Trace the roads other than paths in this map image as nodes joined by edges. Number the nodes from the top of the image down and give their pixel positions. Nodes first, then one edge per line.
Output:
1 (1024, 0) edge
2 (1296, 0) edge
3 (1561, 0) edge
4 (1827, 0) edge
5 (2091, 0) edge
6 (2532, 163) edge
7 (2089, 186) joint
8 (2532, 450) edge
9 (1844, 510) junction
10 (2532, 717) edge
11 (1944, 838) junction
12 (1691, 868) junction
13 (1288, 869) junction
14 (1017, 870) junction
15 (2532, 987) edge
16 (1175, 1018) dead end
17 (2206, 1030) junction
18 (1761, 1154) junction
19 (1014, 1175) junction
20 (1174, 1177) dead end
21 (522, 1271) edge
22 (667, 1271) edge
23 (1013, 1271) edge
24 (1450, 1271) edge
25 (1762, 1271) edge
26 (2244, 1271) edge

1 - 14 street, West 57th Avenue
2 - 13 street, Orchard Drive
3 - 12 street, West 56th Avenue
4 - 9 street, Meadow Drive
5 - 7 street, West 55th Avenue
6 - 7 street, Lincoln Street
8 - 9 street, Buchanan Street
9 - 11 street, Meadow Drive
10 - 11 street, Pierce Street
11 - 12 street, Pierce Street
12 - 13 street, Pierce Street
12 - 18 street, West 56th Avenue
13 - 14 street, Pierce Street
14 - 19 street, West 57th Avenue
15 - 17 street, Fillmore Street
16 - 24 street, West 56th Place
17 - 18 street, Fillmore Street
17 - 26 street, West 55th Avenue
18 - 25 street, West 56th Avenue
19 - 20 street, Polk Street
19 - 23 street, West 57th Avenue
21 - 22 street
+-------+
▶ [TASK DIRECTIONS]: Copy out all lines above holding "junction".

▶ [YOUR SOLUTION]:
9 (1844, 510) junction
11 (1944, 838) junction
12 (1691, 868) junction
13 (1288, 869) junction
14 (1017, 870) junction
17 (2206, 1030) junction
18 (1761, 1154) junction
19 (1014, 1175) junction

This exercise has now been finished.